January 2024
Bio Note: A year-plus into retirement from nearly 40 years of teaching college writing, literature, and peace studies, I live, read, write, cycle with my psychotherapist wife, and care-give a now blind old cat in the woods near Saugatuck, Michigan. My latest of ten collections are Mobius Trip and Flip Requiem (Dos Madres Press, 2021, 2020), and my prose and poems have appeared internationally in a wide variety of print and online anthologies and journals.
If god were gentle
Let us believe in a strong god, who makes the oceans roar and the wind crack about our ears… For we are envious of this, and to believe in a gentle god, therefore, does not become us. —John Haines, “Pictures and Parables, IV” But if god were gentle, here’s what would become us: bluest sky, the sun-warmed porch, both beholding a glorious afternoon; a couple of hummers buzzing one another and synthetic flowers strung from the eaves of drowsy cottages in their staggered, settled rows; patches of heat, patches of swifter cool, gulls and butterflies riding the easy overlap; the oblivious bees busiest among the wine-red geraniums; the breeze-borne pine; the near swish along a length of shore. This perfect day— and then a doze, a little more of sailing the muddling resubmergence into all of a life that’s come before— a convergence too complex to register, though no less corporeal for its mysteries, for its streams, for its coursing through the unwished, the essential, sorrows.

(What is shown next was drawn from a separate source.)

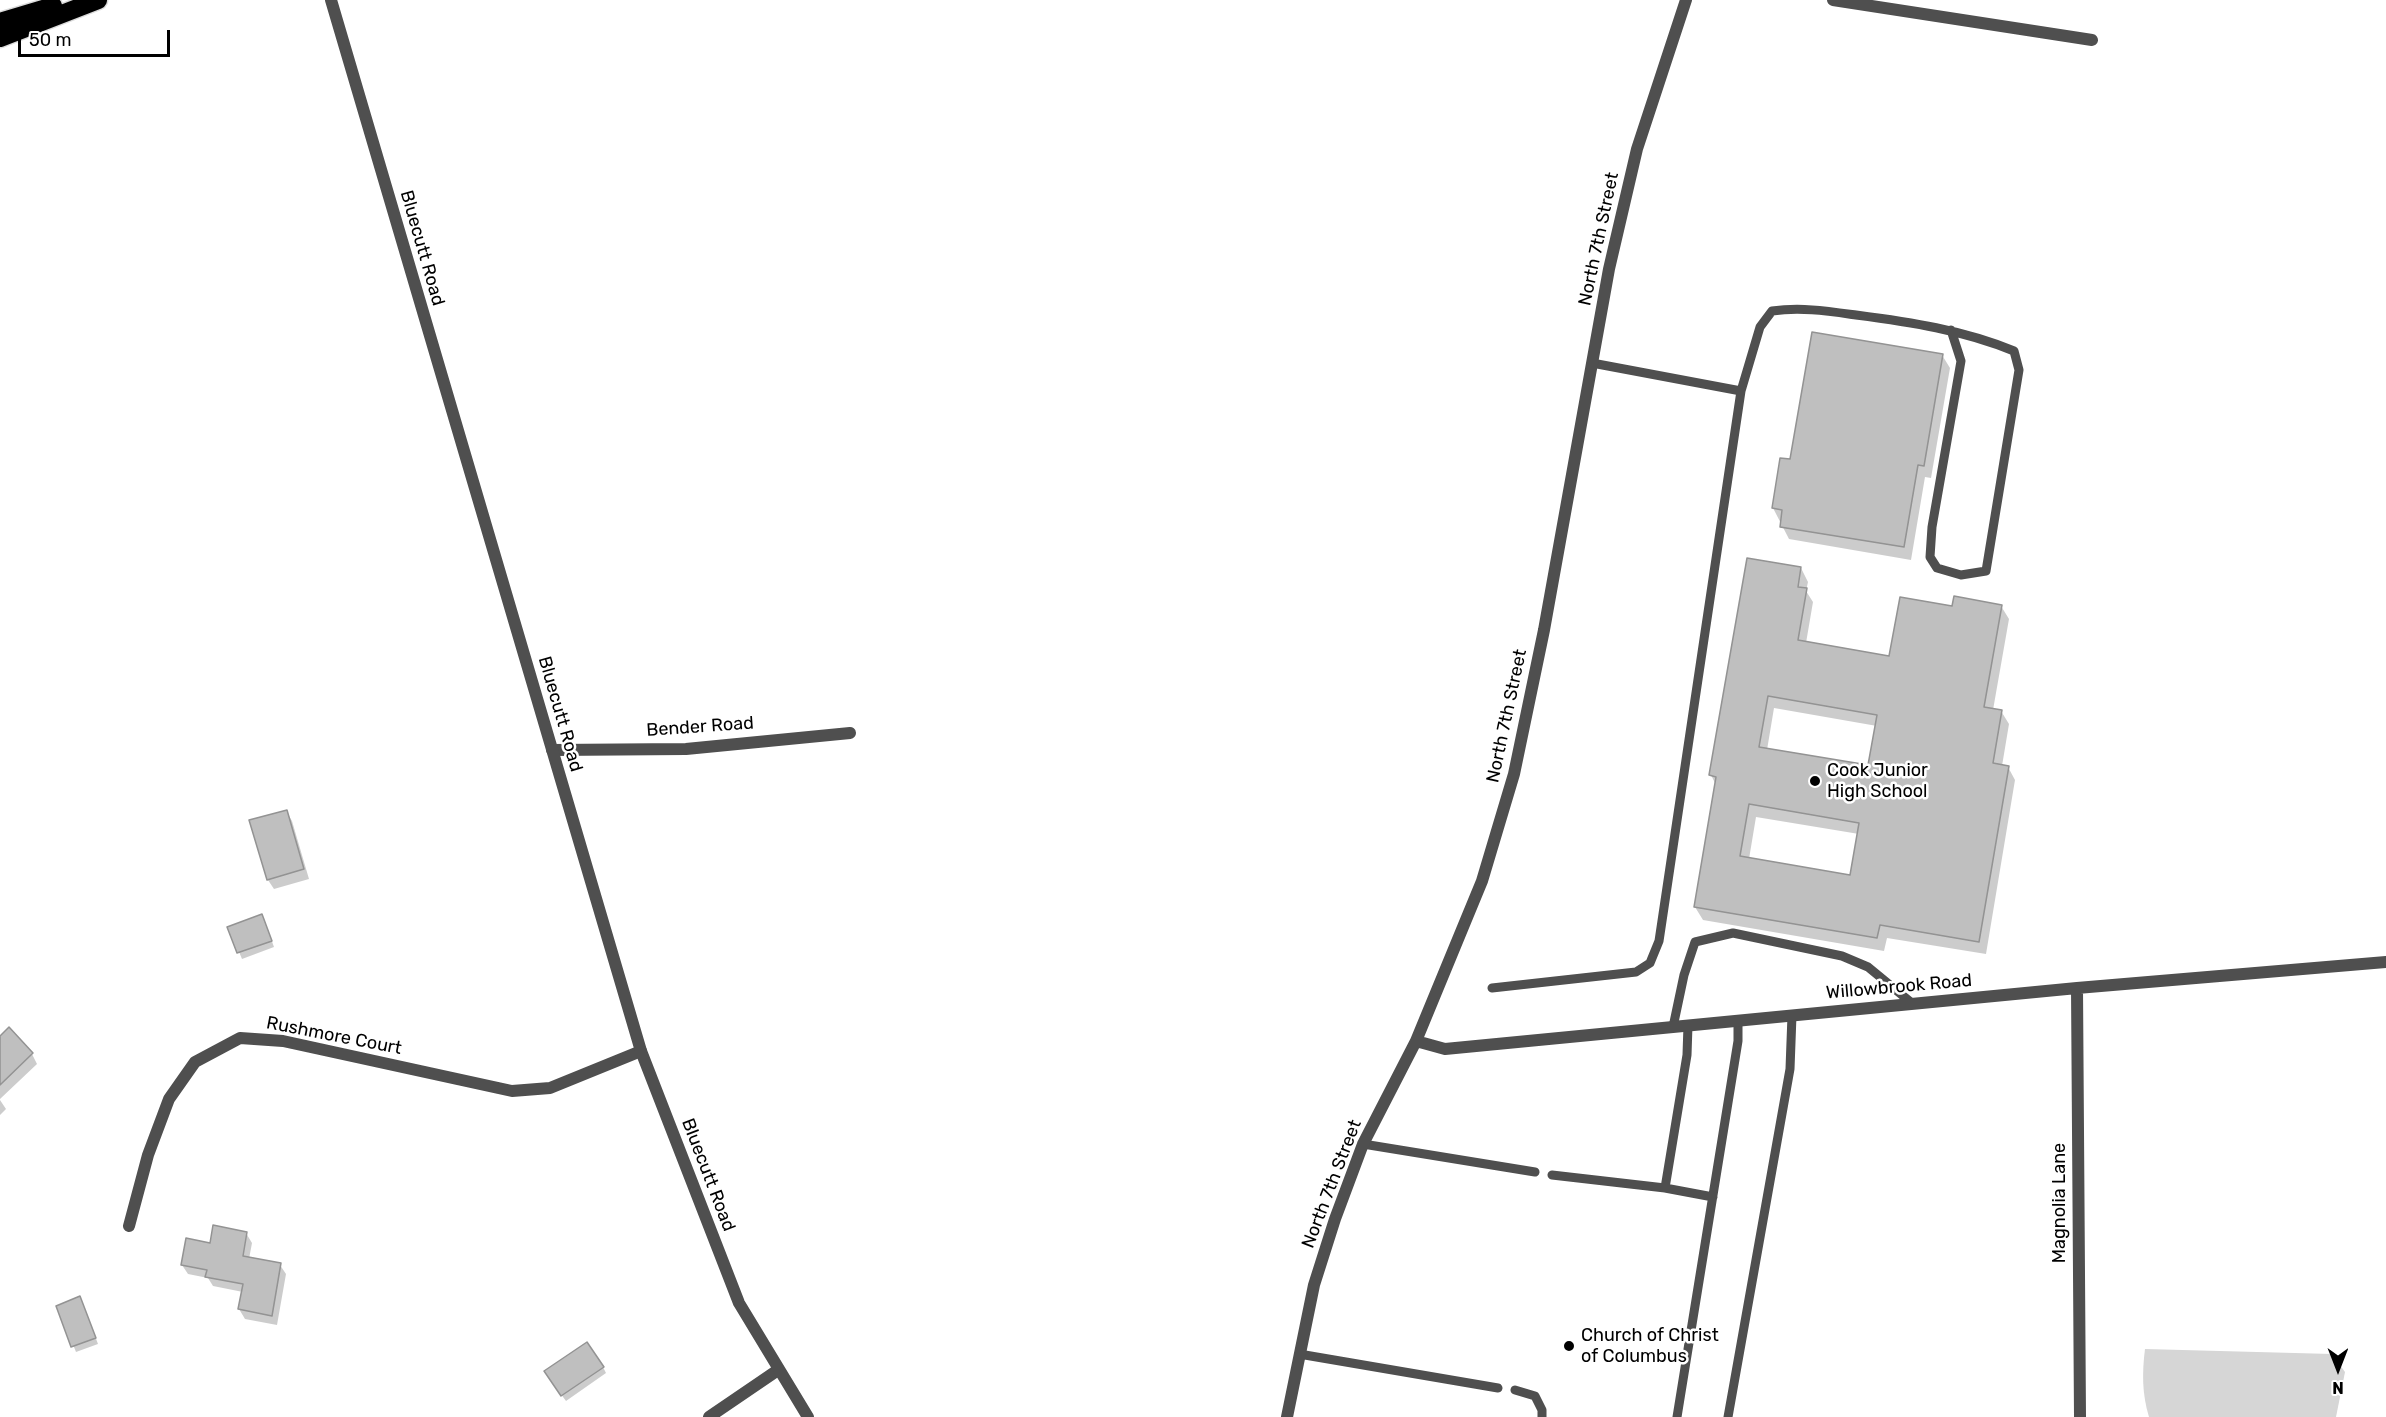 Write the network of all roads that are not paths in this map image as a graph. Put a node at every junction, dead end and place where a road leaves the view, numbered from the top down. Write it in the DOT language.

Originally published in A Little Instability without Birds (Finishing Line Press, 2006)
Maybe they're brothers,
these two, slow-riding a clown-tiny bicycle up my gradual hill, one, slightly larger, pedaling, swaying over the seat, the other, lock-kneed astride the rear tire, feet fixed to steel axle pegs, his two hands holding the bigger boy’s hips above the pistons of his thighs. Meanwhile, their happy chatter, which I can hear but not quite make out, goes on nonstop even when the pedaler’s left slip-on slips off and the smaller, touching down on the run, retrieves and positions it to slip back on. Seamless, like a two-man bob-sled crew, except to resume an ascent, they regroup and push off, wobbly then steady as before, and vanish around the corner toward the convenience store. Or maybe they’re best friends, like Jimmy and me, in’63, him pedaling, me hanging on.